What you will do
Once the pictures are removed, restate the listing word for word.

━━━━━ Material provided ━━━━━

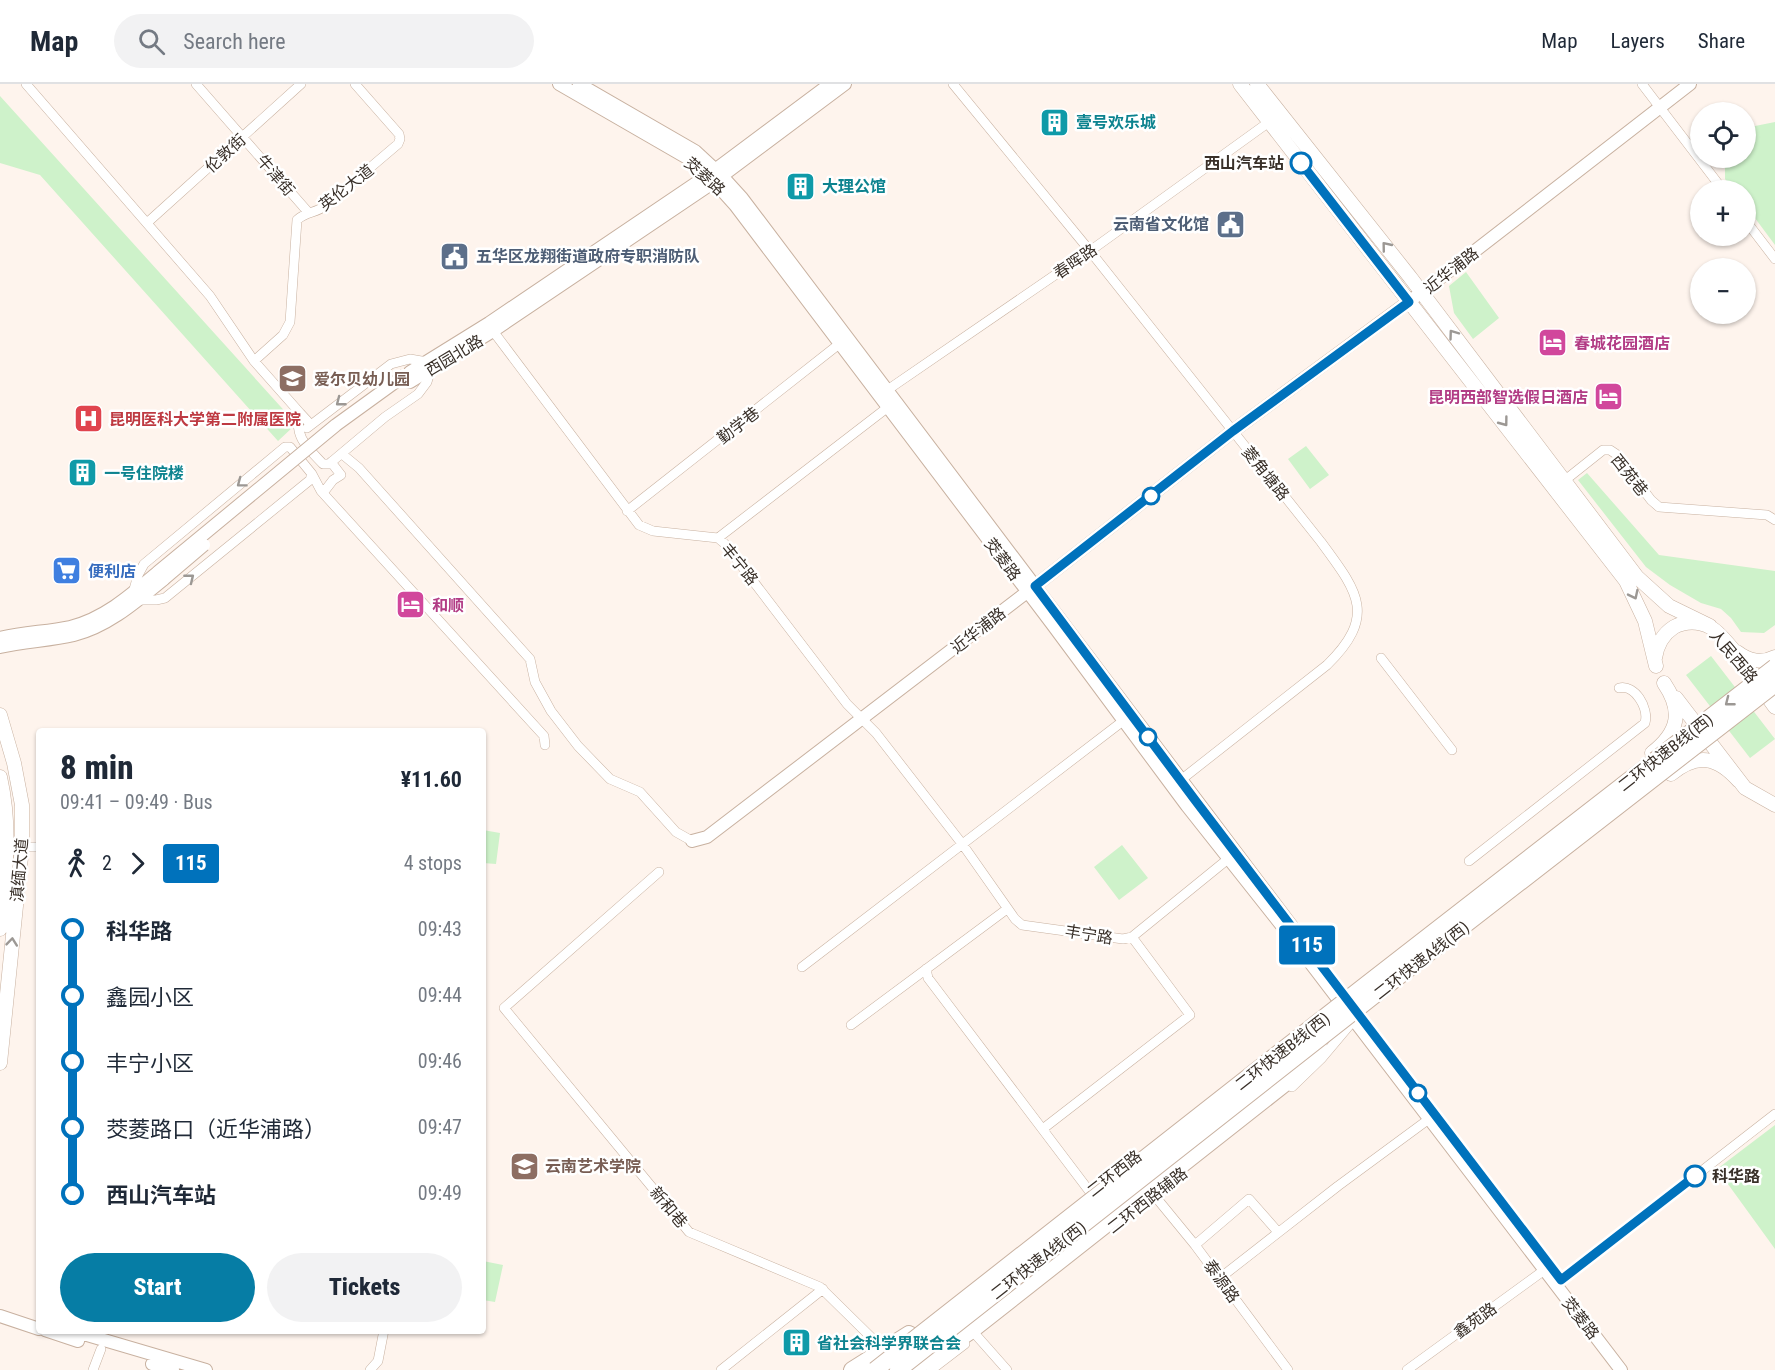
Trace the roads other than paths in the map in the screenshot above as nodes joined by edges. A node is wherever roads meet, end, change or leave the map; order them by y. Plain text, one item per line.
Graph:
1 (196, 84) edge
2 (302, 84) edge
3 (356, 84) edge
4 (559, 84) edge
5 (579, 84) edge
6 (830, 84) edge
7 (845, 84) edge
8 (953, 84) edge
9 (1240, 84) edge
10 (1257, 84) edge
11 (1642, 84) edge
12 (1690, 84) edge
13 (32, 86) edge
14 (1660, 107) junction
15 (1269, 122) junction
16 (242, 137) junction
17 (715, 176) junction
18 (1715, 180) edge
19 (308, 212) junction
20 (148, 222) junction
21 (1756, 234) edge
22 (1090, 251) junction
23 (1775, 259) edge
24 (1422, 292) junction
25 (1409, 302) junction
26 (493, 331) junction
27 (843, 340) junction
28 (254, 361) junction
29 (429, 365) junction
30 (883, 393) junction
31 (892, 404) junction
32 (300, 413) junction
33 (311, 425) junction
34 (1233, 431) junction
35 (301, 434) junction
36 (342, 454) junction
37 (331, 462) junction
38 (312, 474) junction
39 (1563, 481) junction
40 (323, 493) junction
41 (627, 511) junction
42 (1775, 520) edge
43 (718, 538) junction
44 (1031, 589) junction
45 (136, 596) junction
46 (1710, 626) junction
47 (0, 638) edge
48 (1723, 638) junction
49 (0, 647) edge
50 (1775, 657) edge
51 (1381, 658) dead end
52 (1656, 666) junction
53 (1775, 667) edge
54 (1642, 682) dead end
55 (1664, 683) junction
56 (1775, 684) edge
57 (1619, 688) dead end
58 (1633, 690) junction
59 (1775, 706) edge
60 (0, 715) edge
61 (862, 719) junction
62 (1123, 721) junction
63 (545, 745) dead end
64 (1452, 750) dead end
65 (0, 777) edge
66 (1739, 781) junction
67 (1177, 783) junction
68 (1613, 783) junction
69 (1752, 793) junction
70 (1775, 797) edge
71 (1775, 805) edge
72 (1630, 806) junction
73 (692, 841) joint
74 (963, 845) junction
75 (22, 847) junction
76 (36, 847) edge
77 (1228, 859) junction
78 (1468, 861) dead end
79 (659, 872) dead end
80 (2, 890) edge
81 (1007, 909) junction
82 (0, 929) edge
83 (1132, 937) junction
84 (802, 967) dead end
85 (926, 969) junction
86 (1372, 988) dead end
87 (1348, 1007) junction
88 (851, 1025) dead end
89 (1319, 1047) junction
90 (0, 1063) edge
91 (1775, 1114) edge
92 (1429, 1119) junction
93 (1044, 1128) junction
94 (1090, 1192) junction
95 (1154, 1195) junction
96 (1278, 1232) junction
97 (1196, 1245) junction
98 (1543, 1271) junction
99 (1220, 1278) junction
100 (1558, 1283) junction
101 (823, 1289) junction
102 (0, 1308) edge
103 (0, 1316) edge
104 (36, 1320) edge
105 (36, 1328) edge
106 (57, 1334) edge
107 (84, 1334) edge
108 (383, 1334) edge
109 (909, 1334) junction
110 (976, 1335) junction
111 (880, 1346) junction
112 (100, 1349) junction
113 (93, 1370) edge
114 (172, 1370) edge
115 (206, 1370) edge
116 (370, 1370) edge
117 (721, 1370) edge
118 (841, 1370) edge
119 (852, 1370) edge
120 (864, 1370) edge
121 (875, 1370) edge
122 (898, 1370) edge
123 (911, 1370) edge
124 (932, 1370) edge
125 (1007, 1370) edge
126 (1288, 1370) edge
127 (1407, 1370) edge
128 (1621, 1370) edge
129 (1630, 1370) edge

1 - 16 street, 牛津街
2 - 16 street, 伦敦街
3 - 19 street, 英伦大道
4 - 17 street, 茭菱路
5 - 17 street, 茭菱路
6 - 17 street, 西园北路
7 - 17 street, 西园北路
8 - 22 street, 菱角塘路
9 - 15 main road
24 -> 10 main road
11 - 14 street
12 - 14 street, 近华浦路
13 - 20 street
14 - 18 street
14 - 24 street, 近华浦路
15 - 22 street, 春晖路
15 - 25 main road
16 - 19 street, 牛津街
16 - 20 street, 伦敦街
17 - 26 street, 西园北路
17 - 27 street, 茭菱路
17 - 29 street, 西园北路
19 - 28 street, 英伦大道
20 - 28 street
21 - 23 street
22 - 30 street, 春晖路
22 - 34 street, 菱角塘路
24 - 25 street, 近华浦路
39 -> 24 main road
25 - 34 street, 近华浦路
25 -> 52 main road
26 - 29 street, 西园北路
26 - 41 street, 丰宁路
27 - 30 street, 茭菱路
27 - 41 street, 勤学巷
28 - 32 street
29 -> 33 street
29 - 36 street
29 - 45 street, 西园北路, bridge
30 - 31 street, 茭菱路
31 - 43 street
31 - 44 street, 茭菱路
32 - 33 street
32 - 35 street
33 - 35 street
34 - 44 street, 近华浦路
34 - 67 street, 菱角塘路
35 - 37 street
36 - 37 street
36 - 73 street
37 - 40 street
38 - 40 street
45 -> 38 street
38 -> 45 street
39 - 42 street, 西苑巷
39 - 46 main road
40 - 63 street
41 - 43 street, 丰宁路
43 - 61 street, 丰宁路
44 - 61 street, 近华浦路
44 - 62 street, 茭菱路
44 - 67 street, 茭菱路
45 - 47 street, 西园北路
45 - 49 street, 西园北路
46 - 48 main road, 人民西路
46 - 52 main road, 人民西路
48 - 50 main road
48 - 59 main road, 人民西路
51 - 64 street
52 - 55 main road
53 -> 121 highway, 二环快速B线(西), bridge
54 - 58 street
55 - 66 main road
55 - 68 main road
56 - 122 highway, 二环快速A线(西), bridge
57 - 58 street
58 - 78 street
60 - 75 main road, 滇缅大道
61 - 73 street, 近华浦路
61 - 74 street, 丰宁路
62 - 67 street, 茭菱路
62 - 74 street
65 - 80 main road, 滇缅大道
66 - 69 main road
66 - 72 main road
67 - 77 street, 茭菱路
67 - 87 street, 茭菱路
68 - 72 main road
68 - 87 main road
69 - 70 main road
69 - 71 main road
72 - 87 main road
74 - 81 street, 丰宁路
74 - 84 street
75 - 76 street
90 -> 75 main road, 滇缅大道
77 - 83 street, 丰宁路
77 - 87 street, 茭菱路
79 - 101 street, 新和巷
80 - 82 main road, 滇缅大道
81 - 83 street, 丰宁路
81 - 85 street
83 - 93 street
85 - 88 street
85 - 93 street
86 - 87 main road
87 - 89 main road, 二环西路
87 - 92 street, 茭菱路
87 - 94 main road, 二环西路
87 - 95 street, 二环西路辅路
87 - 100 street, 茭菱路
89 - 123 main road, 二环西路
89 - 123 highway
91 - 100 street
92 - 96 street
92 - 98 street, 茭菱路
93 - 94 street
94 - 109 main road, 二环西路
95 - 97 street, 泰源路
95 - 110 street, 二环西路辅路
96 - 97 street
96 - 99 street
97 - 99 street, 泰源路
98 - 100 street, 茭菱路
98 - 127 street, 鑫苑路
99 - 126 street, 泰源路
100 - 128 street, 茭菱路
100 - 129 street, 茭菱路
101 - 111 street, 新和巷
101 - 117 street
102 - 104 street
103 - 105 street
106 - 112 street
107 - 115 street
108 - 116 street
109 - 111 street
109 - 119 highway
109 - 120 main road, 二环西路
110 - 124 street, 二环西路辅路
110 - 125 street
111 - 118 street
112 - 113 street
112 - 114 street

━━━━━

Task output
Trace the roads other than paths in the map in the screenshot above as nodes joined by edges. A node is wherever roads meet, end, change or leave the map; order them by y. Plain text, one item per line.
Graph:
1 (196, 84) edge
2 (302, 84) edge
3 (356, 84) edge
4 (559, 84) edge
5 (579, 84) edge
6 (830, 84) edge
7 (845, 84) edge
8 (953, 84) edge
9 (1240, 84) edge
10 (1257, 84) edge
11 (1642, 84) edge
12 (1690, 84) edge
13 (32, 86) edge
14 (1660, 107) junction
15 (1269, 122) junction
16 (242, 137) junction
17 (715, 176) junction
18 (1715, 180) edge
19 (308, 212) junction
20 (148, 222) junction
21 (1756, 234) edge
22 (1090, 251) junction
23 (1775, 259) edge
24 (1422, 292) junction
25 (1409, 302) junction
26 (493, 331) junction
27 (843, 340) junction
28 (254, 361) junction
29 (429, 365) junction
30 (883, 393) junction
31 (892, 404) junction
32 (300, 413) junction
33 (311, 425) junction
34 (1233, 431) junction
35 (301, 434) junction
36 (342, 454) junction
37 (331, 462) junction
38 (312, 474) junction
39 (1563, 481) junction
40 (323, 493) junction
41 (627, 511) junction
42 (1775, 520) edge
43 (718, 538) junction
44 (1031, 589) junction
45 (136, 596) junction
46 (1710, 626) junction
47 (0, 638) edge
48 (1723, 638) junction
49 (0, 647) edge
50 (1775, 657) edge
51 (1381, 658) dead end
52 (1656, 666) junction
53 (1775, 667) edge
54 (1642, 682) dead end
55 (1664, 683) junction
56 (1775, 684) edge
57 (1619, 688) dead end
58 (1633, 690) junction
59 (1775, 706) edge
60 (0, 715) edge
61 (862, 719) junction
62 (1123, 721) junction
63 (545, 745) dead end
64 (1452, 750) dead end
65 (0, 777) edge
66 (1739, 781) junction
67 (1177, 783) junction
68 (1613, 783) junction
69 (1752, 793) junction
70 (1775, 797) edge
71 (1775, 805) edge
72 (1630, 806) junction
73 (692, 841) joint
74 (963, 845) junction
75 (22, 847) junction
76 (36, 847) edge
77 (1228, 859) junction
78 (1468, 861) dead end
79 (659, 872) dead end
80 (2, 890) edge
81 (1007, 909) junction
82 (0, 929) edge
83 (1132, 937) junction
84 (802, 967) dead end
85 (926, 969) junction
86 (1372, 988) dead end
87 (1348, 1007) junction
88 (851, 1025) dead end
89 (1319, 1047) junction
90 (0, 1063) edge
91 (1775, 1114) edge
92 (1429, 1119) junction
93 (1044, 1128) junction
94 (1090, 1192) junction
95 (1154, 1195) junction
96 (1278, 1232) junction
97 (1196, 1245) junction
98 (1543, 1271) junction
99 (1220, 1278) junction
100 (1558, 1283) junction
101 (823, 1289) junction
102 (0, 1308) edge
103 (0, 1316) edge
104 (36, 1320) edge
105 (36, 1328) edge
106 (57, 1334) edge
107 (84, 1334) edge
108 (383, 1334) edge
109 (909, 1334) junction
110 (976, 1335) junction
111 (880, 1346) junction
112 (100, 1349) junction
113 (93, 1370) edge
114 (172, 1370) edge
115 (206, 1370) edge
116 (370, 1370) edge
117 (721, 1370) edge
118 (841, 1370) edge
119 (852, 1370) edge
120 (864, 1370) edge
121 (875, 1370) edge
122 (898, 1370) edge
123 (911, 1370) edge
124 (932, 1370) edge
125 (1007, 1370) edge
126 (1288, 1370) edge
127 (1407, 1370) edge
128 (1621, 1370) edge
129 (1630, 1370) edge

1 - 16 street, 牛津街
2 - 16 street, 伦敦街
3 - 19 street, 英伦大道
4 - 17 street, 茭菱路
5 - 17 street, 茭菱路
6 - 17 street, 西园北路
7 - 17 street, 西园北路
8 - 22 street, 菱角塘路
9 - 15 main road
24 -> 10 main road
11 - 14 street
12 - 14 street, 近华浦路
13 - 20 street
14 - 18 street
14 - 24 street, 近华浦路
15 - 22 street, 春晖路
15 - 25 main road
16 - 19 street, 牛津街
16 - 20 street, 伦敦街
17 - 26 street, 西园北路
17 - 27 street, 茭菱路
17 - 29 street, 西园北路
19 - 28 street, 英伦大道
20 - 28 street
21 - 23 street
22 - 30 street, 春晖路
22 - 34 street, 菱角塘路
24 - 25 street, 近华浦路
39 -> 24 main road
25 - 34 street, 近华浦路
25 -> 52 main road
26 - 29 street, 西园北路
26 - 41 street, 丰宁路
27 - 30 street, 茭菱路
27 - 41 street, 勤学巷
28 - 32 street
29 -> 33 street
29 - 36 street
29 - 45 street, 西园北路, bridge
30 - 31 street, 茭菱路
31 - 43 street
31 - 44 street, 茭菱路
32 - 33 street
32 - 35 street
33 - 35 street
34 - 44 street, 近华浦路
34 - 67 street, 菱角塘路
35 - 37 street
36 - 37 street
36 - 73 street
37 - 40 street
38 - 40 street
45 -> 38 street
38 -> 45 street
39 - 42 street, 西苑巷
39 - 46 main road
40 - 63 street
41 - 43 street, 丰宁路
43 - 61 street, 丰宁路
44 - 61 street, 近华浦路
44 - 62 street, 茭菱路
44 - 67 street, 茭菱路
45 - 47 street, 西园北路
45 - 49 street, 西园北路
46 - 48 main road, 人民西路
46 - 52 main road, 人民西路
48 - 50 main road
48 - 59 main road, 人民西路
51 - 64 street
52 - 55 main road
53 -> 121 highway, 二环快速B线(西), bridge
54 - 58 street
55 - 66 main road
55 - 68 main road
56 - 122 highway, 二环快速A线(西), bridge
57 - 58 street
58 - 78 street
60 - 75 main road, 滇缅大道
61 - 73 street, 近华浦路
61 - 74 street, 丰宁路
62 - 67 street, 茭菱路
62 - 74 street
65 - 80 main road, 滇缅大道
66 - 69 main road
66 - 72 main road
67 - 77 street, 茭菱路
67 - 87 street, 茭菱路
68 - 72 main road
68 - 87 main road
69 - 70 main road
69 - 71 main road
72 - 87 main road
74 - 81 street, 丰宁路
74 - 84 street
75 - 76 street
90 -> 75 main road, 滇缅大道
77 - 83 street, 丰宁路
77 - 87 street, 茭菱路
79 - 101 street, 新和巷
80 - 82 main road, 滇缅大道
81 - 83 street, 丰宁路
81 - 85 street
83 - 93 street
85 - 88 street
85 - 93 street
86 - 87 main road
87 - 89 main road, 二环西路
87 - 92 street, 茭菱路
87 - 94 main road, 二环西路
87 - 95 street, 二环西路辅路
87 - 100 street, 茭菱路
89 - 123 main road, 二环西路
89 - 123 highway
91 - 100 street
92 - 96 street
92 - 98 street, 茭菱路
93 - 94 street
94 - 109 main road, 二环西路
95 - 97 street, 泰源路
95 - 110 street, 二环西路辅路
96 - 97 street
96 - 99 street
97 - 99 street, 泰源路
98 - 100 street, 茭菱路
98 - 127 street, 鑫苑路
99 - 126 street, 泰源路
100 - 128 street, 茭菱路
100 - 129 street, 茭菱路
101 - 111 street, 新和巷
101 - 117 street
102 - 104 street
103 - 105 street
106 - 112 street
107 - 115 street
108 - 116 street
109 - 111 street
109 - 119 highway
109 - 120 main road, 二环西路
110 - 124 street, 二环西路辅路
110 - 125 street
111 - 118 street
112 - 113 street
112 - 114 street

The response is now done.